David Cameron stood on a stage at the last debate during the General Election and was asked a simple question about cutting tax credits, I know because I was there in Leeds. He said: "No I don't want to do that."
He then said: "This report out there is something I rejected in my time as Prime Minister and I reject today."
So many people went to the ballot box thinking that their help and support was safe. They heard vague phrases about reforming welfare.
The Lib Dems warned about the £12billion of welfare saving and the impact on communities. But in the heat of an election people get tired of claim and counterclaim and people thought: 'I've heard the PM rule it out'. Their tax credits were safe.
But yet again, the PR man put some spin on a story. Now working people are set to lose out. For many people tax credits are a lifeline.

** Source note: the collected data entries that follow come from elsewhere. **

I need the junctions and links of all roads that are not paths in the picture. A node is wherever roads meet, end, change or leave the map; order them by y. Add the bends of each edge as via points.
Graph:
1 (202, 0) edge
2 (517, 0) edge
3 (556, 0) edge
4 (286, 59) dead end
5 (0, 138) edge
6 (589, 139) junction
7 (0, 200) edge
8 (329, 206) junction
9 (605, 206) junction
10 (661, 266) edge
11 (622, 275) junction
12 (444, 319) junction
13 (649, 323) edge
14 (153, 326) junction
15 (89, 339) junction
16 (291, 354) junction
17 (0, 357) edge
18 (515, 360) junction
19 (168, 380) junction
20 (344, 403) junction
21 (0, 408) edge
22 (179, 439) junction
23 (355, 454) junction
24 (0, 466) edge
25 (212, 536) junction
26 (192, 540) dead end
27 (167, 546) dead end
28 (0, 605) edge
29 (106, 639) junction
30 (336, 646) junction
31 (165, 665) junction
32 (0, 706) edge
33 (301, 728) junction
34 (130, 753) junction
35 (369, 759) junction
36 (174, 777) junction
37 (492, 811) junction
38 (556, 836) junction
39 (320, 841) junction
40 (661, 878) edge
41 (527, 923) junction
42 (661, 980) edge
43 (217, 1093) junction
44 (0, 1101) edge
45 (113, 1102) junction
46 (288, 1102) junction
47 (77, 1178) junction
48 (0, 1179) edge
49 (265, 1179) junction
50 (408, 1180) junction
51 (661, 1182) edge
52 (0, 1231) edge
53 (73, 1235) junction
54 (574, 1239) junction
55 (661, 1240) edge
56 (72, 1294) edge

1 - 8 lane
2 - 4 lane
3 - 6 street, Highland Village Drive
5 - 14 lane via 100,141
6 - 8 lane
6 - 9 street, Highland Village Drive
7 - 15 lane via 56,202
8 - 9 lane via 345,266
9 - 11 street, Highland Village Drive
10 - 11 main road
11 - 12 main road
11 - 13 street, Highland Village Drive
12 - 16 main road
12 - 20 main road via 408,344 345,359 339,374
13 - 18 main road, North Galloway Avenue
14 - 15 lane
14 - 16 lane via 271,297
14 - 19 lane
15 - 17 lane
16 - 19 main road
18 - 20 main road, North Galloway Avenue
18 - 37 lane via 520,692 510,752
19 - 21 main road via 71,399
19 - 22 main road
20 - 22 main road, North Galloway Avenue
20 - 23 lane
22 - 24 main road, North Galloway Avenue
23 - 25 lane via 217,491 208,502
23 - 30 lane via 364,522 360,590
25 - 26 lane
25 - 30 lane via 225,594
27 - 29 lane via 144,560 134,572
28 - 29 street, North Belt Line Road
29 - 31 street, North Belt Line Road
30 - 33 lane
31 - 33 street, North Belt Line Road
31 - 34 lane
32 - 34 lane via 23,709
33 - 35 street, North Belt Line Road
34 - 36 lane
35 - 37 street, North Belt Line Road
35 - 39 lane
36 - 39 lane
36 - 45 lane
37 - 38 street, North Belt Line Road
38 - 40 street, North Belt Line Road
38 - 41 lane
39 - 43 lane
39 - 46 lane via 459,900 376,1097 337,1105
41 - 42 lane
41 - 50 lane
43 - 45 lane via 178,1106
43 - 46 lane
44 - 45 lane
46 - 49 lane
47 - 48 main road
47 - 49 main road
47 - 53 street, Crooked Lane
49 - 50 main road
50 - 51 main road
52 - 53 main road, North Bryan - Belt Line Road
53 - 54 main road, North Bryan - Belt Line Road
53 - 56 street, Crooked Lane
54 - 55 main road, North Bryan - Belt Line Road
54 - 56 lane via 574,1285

As someone from a working class background who saw my mum struggle I know how hard it is, I get how hard people work and how little they get back. Tax Credits offer real help.
The independent and well respected Institute for Fiscal Studies has said three million families are likely to lose an average of £1,000 a year, as a result of changes to tax credits.
The government has argued the introduction of the National Living Wage (NLW) will raise incomes for many people when it is introduced in April 2016.
They also, in their briefings, had the gall to say the Lib Dem flagship policy higher personal allowance thresholds meant many people will pay less income tax. This comes from the man who said in 2010, we couldn't afford income tax cuts!
But their claims have been shot to pieces by the think-tank the Resolution Foundation - who have analysed all the changes, taking into account the NLW and new income tax thresholds.
They claim that by 2020, a low-earning single parent, with one child, who works 20 hours a week, and who earns £9.35 an hour, will end up £1,000 a year worse off.
A low-earning couple with two children, also on £9.35 an hour, will be £850 a year worse off.
And yet, the Tories still call themselves the 'Workers' Party'. They are more like the Poll Tax party revisited. My party will work with anyone to try and make the Chancellor see sense.
People on all side of the debate seem to realise what this will do to people just getting by and just above the breadline.
My message to the Chancellor is clear: It is time for the Chancellor to show the leadership he so badly craves and scrap this disastrous policy.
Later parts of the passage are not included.